Remember, we are using the by keyword to indicate that we are delegating this property. Using = will actually set the value of the variable to be the DelegatedBindable, rather than leveraging it.

This is pretty succinct, but there’s one piece left that stands out as boilerplate. Having to include this in every declaration, because that variable will never not be this. If you passed in anything else, then the BaseObservable wouldn’t receive the notifications that the variable was changing and, moreover, wouldn’t be able to find the correct variable and crash your app. To both save us some time and reduce our risk of error, we create an extension function off of BaseObservable that handles this for us:

fun <T> BaseObservable.bindDelegate(value: T):
       DelegatedBindable<T> =
       DelegatedBindable(value, this)

And our this disappears!
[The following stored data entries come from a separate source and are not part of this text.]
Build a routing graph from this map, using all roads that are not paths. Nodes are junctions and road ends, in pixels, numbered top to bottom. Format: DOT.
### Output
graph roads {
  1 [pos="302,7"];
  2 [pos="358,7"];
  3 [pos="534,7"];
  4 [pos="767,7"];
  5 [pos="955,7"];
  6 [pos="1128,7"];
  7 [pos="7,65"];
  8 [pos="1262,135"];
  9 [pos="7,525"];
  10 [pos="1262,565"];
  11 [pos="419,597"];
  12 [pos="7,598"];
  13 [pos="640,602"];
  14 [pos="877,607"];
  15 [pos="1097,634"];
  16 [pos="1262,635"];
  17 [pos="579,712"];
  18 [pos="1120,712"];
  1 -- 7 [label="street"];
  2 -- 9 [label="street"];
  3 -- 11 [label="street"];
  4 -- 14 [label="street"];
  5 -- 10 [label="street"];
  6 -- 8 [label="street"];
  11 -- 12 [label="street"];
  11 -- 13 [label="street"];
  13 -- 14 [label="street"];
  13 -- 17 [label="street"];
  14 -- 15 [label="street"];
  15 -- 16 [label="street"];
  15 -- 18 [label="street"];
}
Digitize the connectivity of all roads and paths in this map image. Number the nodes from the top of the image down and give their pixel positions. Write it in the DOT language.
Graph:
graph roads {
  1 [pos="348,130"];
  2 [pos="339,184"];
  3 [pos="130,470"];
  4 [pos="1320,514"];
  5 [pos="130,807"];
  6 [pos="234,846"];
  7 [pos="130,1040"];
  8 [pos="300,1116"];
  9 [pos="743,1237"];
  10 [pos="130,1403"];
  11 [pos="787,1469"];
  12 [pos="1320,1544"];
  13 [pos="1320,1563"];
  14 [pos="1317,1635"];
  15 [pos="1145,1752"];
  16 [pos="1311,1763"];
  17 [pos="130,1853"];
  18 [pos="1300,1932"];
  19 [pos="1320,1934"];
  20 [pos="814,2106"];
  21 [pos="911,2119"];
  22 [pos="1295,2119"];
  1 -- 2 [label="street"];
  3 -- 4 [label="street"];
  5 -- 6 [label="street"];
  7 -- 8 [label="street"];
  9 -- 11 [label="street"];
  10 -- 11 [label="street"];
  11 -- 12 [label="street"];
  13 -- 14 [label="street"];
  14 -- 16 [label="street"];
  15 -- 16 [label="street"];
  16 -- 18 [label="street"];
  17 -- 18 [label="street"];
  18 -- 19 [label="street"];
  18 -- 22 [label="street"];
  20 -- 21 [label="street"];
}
Our variable declaration then condenses into:

@get:Bindable
var helloWorldDisplay by bindDelegate(“Hello World”)

This is pretty great. But, now we’ve run into the problem of having programmed ourselves into a corner. What happens if you actually do need to go and do something when your variable gets set — other than just update the bindable resource? You would need to write your own custom set, and handle the field assignment as well as the bindable update. Now we’re back where we started, having not saved ourselves any time. That seems less than ideal. However, we can pretty easily solve that by providing an optional lambda argument to our delegated function.
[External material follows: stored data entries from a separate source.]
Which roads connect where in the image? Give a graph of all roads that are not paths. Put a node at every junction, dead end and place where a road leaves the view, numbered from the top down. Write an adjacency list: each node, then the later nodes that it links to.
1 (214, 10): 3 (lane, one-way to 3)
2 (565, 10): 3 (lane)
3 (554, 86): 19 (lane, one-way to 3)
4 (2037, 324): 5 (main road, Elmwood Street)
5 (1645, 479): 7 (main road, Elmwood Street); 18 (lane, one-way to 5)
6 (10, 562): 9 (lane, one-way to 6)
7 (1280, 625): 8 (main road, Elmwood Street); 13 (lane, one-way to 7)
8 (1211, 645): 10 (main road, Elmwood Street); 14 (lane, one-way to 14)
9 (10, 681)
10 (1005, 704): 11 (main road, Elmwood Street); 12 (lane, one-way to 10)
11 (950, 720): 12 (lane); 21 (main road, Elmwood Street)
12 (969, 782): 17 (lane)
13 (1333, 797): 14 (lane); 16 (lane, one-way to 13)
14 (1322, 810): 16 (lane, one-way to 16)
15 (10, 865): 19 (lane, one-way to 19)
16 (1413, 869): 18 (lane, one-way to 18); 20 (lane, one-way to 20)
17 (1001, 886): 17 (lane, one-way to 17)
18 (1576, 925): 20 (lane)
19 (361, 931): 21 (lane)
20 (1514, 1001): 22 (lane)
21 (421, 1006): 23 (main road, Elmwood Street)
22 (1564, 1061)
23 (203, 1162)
We can update our DelegatedBindable like so:
“`
class DelegatedBindable(private var value: T,
private val observer: BaseObservable,
private val expression: ((oldValue: T, newValue: T) -> Unit)? = null) {

private var bindingTarget: Int = -1

operator fun getValue(thisRef: Any?, p: KProperty<*>) = value

operator fun setValue(thisRef: Any?, p: KProperty<*>, v: T) {

   val oldValue = value
   value = v
   if (bindingTarget == -1) {
       bindingTarget = BR::class.java.fields.filter {
           it.name == p.name
       }[0].getInt(null)
   }
   observer.notifyPropertyChanged(bindingTarget)
   expression?.invoke(oldValue, value)

}
}
“`

We also need to update our bindDelegate extension:

fun <T> BaseObservable.bindDelegate(value: T,
                                   expression: ((oldValue: T, newValue: T) -> Unit)? = null):
       DelegatedBindable<T> =
       DelegatedBindable(value, this, expression)
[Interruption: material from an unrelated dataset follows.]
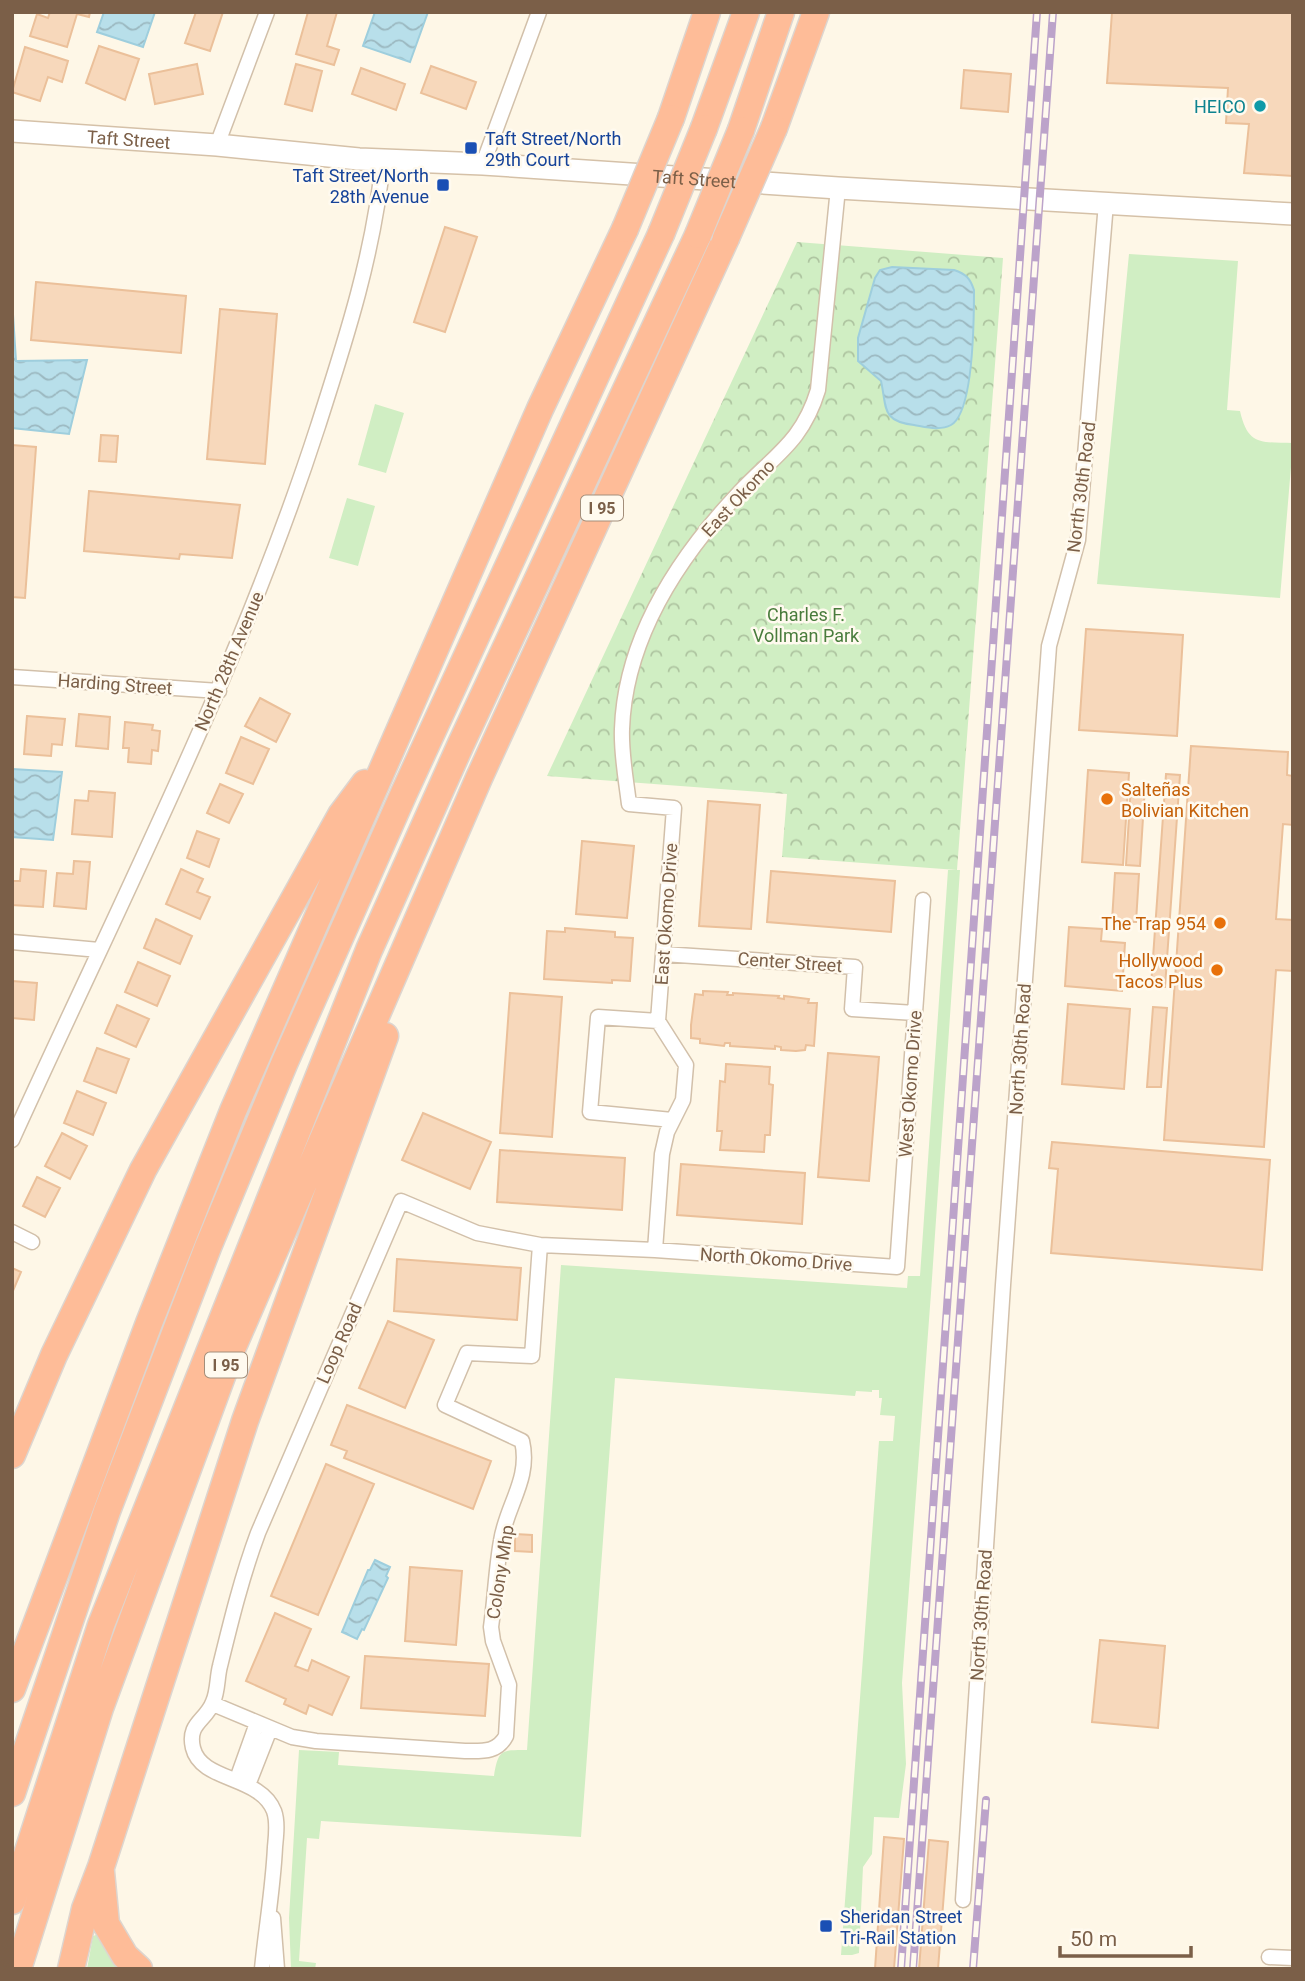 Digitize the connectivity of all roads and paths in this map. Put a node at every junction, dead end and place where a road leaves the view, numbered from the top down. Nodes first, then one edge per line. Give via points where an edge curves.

This allows us to pass in an arbitrary expression that can leverage the update during the set operation. In practice this looks like:

@get:Bindable
var subject: String by bindDelegate("math") { _, newValue ->
   notifyPropertyChanged(BR.explanation)
   errorEnabled = newValue.isBlank()
   if (errorEnabled) {
       error = getString(R.string.fields_subject_error)
   } else {
       error = null
   }
}

This sets the default value of subject to math, as we would expect. In addition, it also establishes that if the value is updated not only do we need to update subject, but we also need to update the computed property BR.explanation that leverages subject. We go on to update our error state variable and, if necessary, either show or hide the relevant error text. These error variables are themselves DelegatedBindables that will again update our UI based on being set or unset respectively.

With this, we have a very clean and lightweight abstraction that removes almost all of the thinking required to get UI updates from your ViewModels. It provides a single source of truth for your UI updates, reducing your boilerplate which in turn means your code is far less error prone. What do you think of this approach? Is this pattern something you could easily incorporate into your codebase? Let us know!

  1. This is really cool and I was excited to use it. Great tricks :).
    However, if you deserialize with GSON to create these objects that are by bindDelegate you get StackOverflow, it doesn’t know how to create these members that are created using this way.

    So if you don’t need to create using a JSON tool, this will work great, otherwise you will hit issues.